Дети купили инжир, каждому по ветке шелковицы и бутылочке лимонада и принялись подыскивать место в тени, где можно было бы перекусить.

– Придется далеко идти, – сказал Франческо, – но я думаю, надо дойти вон до тех кактусов. Там тенек. В деревне сейчас слишком жарко.

Гасси поморщился:

– Если я сейчас где-нибудь не лягу, то умру.

Но Анна поддержала Франческо.

– Гасси, он прав, эти кактусы достаточно толстые, там в самом деле должна быть тень.

Когда они добрели до кактусов, им уже было так жарко, что они просто упали в тени, тяжело дыша и не в состоянии даже сделать глоток лимонада. Прошло довольно много времени, прежде чем Франческо удивленно произнес:

– Вы заметили?
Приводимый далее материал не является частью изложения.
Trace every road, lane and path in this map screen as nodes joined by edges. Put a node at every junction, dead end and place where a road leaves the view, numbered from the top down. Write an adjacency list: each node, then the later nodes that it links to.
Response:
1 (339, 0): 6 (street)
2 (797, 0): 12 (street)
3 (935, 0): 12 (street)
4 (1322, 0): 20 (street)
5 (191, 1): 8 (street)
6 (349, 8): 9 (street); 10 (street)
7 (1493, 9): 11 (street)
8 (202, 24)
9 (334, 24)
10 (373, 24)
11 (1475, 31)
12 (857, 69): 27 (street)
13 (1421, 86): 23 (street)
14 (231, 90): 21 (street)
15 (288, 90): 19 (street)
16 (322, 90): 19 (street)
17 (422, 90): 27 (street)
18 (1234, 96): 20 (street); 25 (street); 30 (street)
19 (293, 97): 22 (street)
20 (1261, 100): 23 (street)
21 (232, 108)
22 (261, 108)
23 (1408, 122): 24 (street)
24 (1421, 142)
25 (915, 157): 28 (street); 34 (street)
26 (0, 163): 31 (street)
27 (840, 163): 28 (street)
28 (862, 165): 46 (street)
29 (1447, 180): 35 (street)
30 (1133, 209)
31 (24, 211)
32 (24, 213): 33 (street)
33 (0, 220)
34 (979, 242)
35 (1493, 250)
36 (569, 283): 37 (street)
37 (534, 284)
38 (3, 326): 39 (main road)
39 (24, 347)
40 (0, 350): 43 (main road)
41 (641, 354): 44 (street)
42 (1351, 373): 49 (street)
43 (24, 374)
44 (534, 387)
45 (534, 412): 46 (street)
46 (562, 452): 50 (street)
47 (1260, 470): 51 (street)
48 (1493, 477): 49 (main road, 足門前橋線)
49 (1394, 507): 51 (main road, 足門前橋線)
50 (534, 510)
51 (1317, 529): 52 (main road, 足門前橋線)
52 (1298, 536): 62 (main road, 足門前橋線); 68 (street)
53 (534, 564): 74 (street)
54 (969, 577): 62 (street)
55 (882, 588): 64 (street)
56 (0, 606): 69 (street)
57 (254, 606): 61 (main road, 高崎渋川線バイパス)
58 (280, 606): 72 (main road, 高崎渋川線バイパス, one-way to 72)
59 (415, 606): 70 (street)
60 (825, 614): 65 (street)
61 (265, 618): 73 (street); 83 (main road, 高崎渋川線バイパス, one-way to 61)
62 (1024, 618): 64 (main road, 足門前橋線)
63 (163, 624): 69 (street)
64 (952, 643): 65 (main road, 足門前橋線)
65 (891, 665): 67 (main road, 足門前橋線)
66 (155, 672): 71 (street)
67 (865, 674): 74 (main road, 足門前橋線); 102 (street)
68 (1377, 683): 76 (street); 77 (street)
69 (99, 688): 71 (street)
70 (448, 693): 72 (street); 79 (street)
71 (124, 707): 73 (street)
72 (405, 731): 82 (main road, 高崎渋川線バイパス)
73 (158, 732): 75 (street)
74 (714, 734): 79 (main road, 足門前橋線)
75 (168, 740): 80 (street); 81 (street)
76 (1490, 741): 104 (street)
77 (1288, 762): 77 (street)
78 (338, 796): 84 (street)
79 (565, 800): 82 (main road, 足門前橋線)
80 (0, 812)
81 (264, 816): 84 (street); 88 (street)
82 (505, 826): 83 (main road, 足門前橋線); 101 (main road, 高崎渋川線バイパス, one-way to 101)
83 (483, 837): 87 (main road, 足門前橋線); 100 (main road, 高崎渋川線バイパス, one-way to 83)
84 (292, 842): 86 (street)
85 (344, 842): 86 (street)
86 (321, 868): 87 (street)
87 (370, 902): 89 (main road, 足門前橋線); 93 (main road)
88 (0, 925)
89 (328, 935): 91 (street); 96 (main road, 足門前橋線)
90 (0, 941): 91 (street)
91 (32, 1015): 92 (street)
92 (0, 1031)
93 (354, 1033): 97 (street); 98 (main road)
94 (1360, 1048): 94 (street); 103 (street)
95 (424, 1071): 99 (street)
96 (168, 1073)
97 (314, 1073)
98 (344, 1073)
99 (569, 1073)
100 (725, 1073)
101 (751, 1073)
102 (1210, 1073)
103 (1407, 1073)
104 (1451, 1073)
Здесь же нет ни одной птицы!

Гасси осмотрелся кругом.

– Наверно, они улетели туда, где попрохладней, и я их понимаю.

– Уже третий день, как они улетели, – сказала Анна. – Два дня назад перед уроком танцев я сижу, надеваю свои туфельки и вдруг вижу, что на нашем холме собрались тысячи птиц. А потом они все улетели и не вернулись.

Гасси потянулся за своим лимонадом и шелковицей, и вдруг увидел лошадь на соседнем поле.

– Смотрите! Кажется, эта лошадь взбесилась.

Франческо и Анна посмотрели туда, куда указывал Гасси. Лошадь была старая, худая, но она скакала и брыкалась, как жеребенок. Дети уставились на нее в изумлении.

– Да, от такой жары можно с ума сойти, – заявил Гасси. —Я где-то читал, что такое бывает с собаками.

– Бешенство не может быть просто из-за жары, – сказал Франческо, – но, если это жара такая, как сегодня, они могут вести себя странно.

Анна вдруг так разволновалась, что не удержалась и закричала, чуть не плача:

– Меня все это пугает, все так ужасно! Мне так не понравилось, когда улетели птицы, а теперь небо какое-то странное, и еще эта лошадь.

Франческо решил, что Анна просто раскапризничалась.

– Попей лимонаду – тебе станет легче.

Стоило Франческо договорить, как началось что-то невообразимое. Поднялся жуткий шум, как будто пассажирский поезд летел по туннелю на бешеной скорости, выталкивая горячий воздух. Потом земля вдруг начала вибрировать. Она качалась, как волны, и детей разбросало в разные стороны. Все это продолжалось, казалось, бесконечно. И вдруг, так же неожиданно, как началось, все закончилось и земля замерла.